Stored items
——
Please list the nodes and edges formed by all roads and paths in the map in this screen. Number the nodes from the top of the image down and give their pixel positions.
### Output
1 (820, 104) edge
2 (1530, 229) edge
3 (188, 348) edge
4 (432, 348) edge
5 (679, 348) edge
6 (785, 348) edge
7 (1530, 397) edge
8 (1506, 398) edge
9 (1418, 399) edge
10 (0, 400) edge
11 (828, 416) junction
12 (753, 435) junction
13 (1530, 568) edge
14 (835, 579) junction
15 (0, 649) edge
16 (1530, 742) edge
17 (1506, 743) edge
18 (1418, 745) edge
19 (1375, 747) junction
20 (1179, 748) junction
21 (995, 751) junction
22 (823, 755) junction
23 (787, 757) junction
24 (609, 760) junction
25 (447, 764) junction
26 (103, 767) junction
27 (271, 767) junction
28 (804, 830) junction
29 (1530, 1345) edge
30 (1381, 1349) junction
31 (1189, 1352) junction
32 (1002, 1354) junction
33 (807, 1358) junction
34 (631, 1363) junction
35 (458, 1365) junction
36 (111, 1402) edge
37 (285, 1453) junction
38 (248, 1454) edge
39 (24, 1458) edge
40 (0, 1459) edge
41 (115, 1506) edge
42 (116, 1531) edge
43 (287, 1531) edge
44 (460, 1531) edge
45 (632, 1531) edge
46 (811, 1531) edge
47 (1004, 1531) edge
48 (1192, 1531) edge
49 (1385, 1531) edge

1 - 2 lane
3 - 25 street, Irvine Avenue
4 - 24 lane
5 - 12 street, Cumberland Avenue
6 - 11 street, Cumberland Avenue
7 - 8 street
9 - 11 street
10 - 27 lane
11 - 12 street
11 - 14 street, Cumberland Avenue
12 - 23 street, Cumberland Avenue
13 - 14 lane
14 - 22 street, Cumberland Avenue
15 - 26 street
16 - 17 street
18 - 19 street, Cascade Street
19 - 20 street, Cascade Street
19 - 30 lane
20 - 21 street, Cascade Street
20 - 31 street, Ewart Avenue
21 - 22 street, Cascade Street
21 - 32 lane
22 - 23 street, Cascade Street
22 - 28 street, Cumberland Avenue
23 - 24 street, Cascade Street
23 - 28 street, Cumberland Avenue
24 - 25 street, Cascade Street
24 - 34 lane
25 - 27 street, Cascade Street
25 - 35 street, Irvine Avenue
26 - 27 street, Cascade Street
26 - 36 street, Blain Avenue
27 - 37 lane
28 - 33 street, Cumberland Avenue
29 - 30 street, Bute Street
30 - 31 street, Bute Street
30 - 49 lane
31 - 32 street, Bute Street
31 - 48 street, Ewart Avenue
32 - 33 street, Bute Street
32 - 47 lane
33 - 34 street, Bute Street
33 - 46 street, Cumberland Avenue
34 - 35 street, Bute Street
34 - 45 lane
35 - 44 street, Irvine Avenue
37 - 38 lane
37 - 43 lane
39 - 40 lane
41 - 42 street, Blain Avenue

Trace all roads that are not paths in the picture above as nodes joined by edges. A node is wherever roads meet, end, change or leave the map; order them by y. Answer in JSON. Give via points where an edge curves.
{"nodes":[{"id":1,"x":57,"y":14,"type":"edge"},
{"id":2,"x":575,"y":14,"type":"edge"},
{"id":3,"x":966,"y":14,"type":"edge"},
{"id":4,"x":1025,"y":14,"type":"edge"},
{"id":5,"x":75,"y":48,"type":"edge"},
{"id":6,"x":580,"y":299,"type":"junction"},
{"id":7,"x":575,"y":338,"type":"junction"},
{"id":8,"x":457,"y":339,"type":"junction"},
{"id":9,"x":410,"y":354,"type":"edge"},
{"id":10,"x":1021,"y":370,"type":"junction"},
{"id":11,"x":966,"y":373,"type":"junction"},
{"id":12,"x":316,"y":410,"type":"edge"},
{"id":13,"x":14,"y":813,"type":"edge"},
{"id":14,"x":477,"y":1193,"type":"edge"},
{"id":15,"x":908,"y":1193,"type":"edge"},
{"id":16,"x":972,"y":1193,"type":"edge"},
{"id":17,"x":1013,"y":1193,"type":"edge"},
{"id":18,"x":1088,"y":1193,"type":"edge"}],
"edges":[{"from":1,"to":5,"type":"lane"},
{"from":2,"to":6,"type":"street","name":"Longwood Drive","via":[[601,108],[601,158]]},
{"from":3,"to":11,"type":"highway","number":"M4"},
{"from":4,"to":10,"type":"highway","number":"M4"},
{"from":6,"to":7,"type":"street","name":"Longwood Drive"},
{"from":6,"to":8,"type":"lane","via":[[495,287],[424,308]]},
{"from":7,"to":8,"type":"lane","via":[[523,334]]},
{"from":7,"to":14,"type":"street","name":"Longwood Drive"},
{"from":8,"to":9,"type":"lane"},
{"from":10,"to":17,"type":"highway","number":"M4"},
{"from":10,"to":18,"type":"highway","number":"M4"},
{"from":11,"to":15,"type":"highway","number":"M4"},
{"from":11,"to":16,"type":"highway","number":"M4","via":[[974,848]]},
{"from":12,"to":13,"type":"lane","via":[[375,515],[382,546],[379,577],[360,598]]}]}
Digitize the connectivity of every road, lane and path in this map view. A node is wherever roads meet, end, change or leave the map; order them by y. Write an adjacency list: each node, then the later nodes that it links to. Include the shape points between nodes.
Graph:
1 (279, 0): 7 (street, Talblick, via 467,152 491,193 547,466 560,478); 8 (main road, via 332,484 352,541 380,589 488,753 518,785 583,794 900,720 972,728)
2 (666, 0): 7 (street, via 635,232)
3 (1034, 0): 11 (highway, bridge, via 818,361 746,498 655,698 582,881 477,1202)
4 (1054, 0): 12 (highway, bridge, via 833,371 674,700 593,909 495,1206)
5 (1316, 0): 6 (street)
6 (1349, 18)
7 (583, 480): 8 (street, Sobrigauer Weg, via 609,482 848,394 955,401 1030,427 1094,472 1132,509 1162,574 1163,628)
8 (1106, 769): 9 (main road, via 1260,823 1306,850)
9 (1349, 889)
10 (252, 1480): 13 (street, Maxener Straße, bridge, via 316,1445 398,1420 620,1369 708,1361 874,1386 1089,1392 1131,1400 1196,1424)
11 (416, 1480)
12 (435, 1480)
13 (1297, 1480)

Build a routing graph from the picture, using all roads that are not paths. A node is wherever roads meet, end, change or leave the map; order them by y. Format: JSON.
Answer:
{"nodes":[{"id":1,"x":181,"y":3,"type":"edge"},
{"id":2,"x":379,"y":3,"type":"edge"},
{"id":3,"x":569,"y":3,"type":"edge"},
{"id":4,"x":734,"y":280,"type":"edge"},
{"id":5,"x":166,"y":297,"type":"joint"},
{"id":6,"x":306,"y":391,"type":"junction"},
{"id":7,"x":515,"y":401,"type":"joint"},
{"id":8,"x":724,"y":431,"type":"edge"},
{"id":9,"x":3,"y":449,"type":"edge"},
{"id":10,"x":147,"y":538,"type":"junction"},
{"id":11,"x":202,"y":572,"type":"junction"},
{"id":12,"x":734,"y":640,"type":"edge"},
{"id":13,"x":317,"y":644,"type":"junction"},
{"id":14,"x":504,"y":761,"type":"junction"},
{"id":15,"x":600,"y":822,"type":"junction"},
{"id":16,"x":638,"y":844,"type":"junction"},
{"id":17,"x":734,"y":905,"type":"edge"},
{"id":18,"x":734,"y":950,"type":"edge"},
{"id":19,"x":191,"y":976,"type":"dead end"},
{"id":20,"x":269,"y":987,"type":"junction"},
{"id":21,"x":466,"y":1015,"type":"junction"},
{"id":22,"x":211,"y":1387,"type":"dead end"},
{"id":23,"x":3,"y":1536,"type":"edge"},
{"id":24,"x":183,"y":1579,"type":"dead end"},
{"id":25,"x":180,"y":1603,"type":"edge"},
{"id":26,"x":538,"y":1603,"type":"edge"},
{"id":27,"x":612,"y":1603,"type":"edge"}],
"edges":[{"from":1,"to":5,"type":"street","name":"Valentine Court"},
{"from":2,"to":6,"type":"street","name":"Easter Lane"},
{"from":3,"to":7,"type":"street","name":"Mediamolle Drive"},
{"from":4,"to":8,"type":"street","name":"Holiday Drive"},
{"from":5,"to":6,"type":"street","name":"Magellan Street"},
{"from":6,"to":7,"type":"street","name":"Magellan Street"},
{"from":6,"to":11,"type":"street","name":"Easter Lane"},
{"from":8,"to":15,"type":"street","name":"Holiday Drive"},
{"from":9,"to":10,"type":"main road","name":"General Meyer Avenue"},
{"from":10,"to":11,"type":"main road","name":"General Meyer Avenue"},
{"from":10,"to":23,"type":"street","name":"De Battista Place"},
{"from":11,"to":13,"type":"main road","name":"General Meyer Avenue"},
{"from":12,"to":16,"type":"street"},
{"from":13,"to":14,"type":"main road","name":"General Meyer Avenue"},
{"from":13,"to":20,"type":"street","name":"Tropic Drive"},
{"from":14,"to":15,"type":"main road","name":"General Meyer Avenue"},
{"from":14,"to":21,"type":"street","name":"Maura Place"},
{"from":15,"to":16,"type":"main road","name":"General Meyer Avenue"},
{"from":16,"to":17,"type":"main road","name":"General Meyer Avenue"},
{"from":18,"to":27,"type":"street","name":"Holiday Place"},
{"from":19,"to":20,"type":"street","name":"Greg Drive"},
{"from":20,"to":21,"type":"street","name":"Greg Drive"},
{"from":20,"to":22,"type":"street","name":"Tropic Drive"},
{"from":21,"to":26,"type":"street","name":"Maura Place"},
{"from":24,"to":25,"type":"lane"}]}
——
> **Task to complete**
Within the entries, find each line holding the string "Blain". Reply with how many there are, as a number alone.

> **Written solution**
2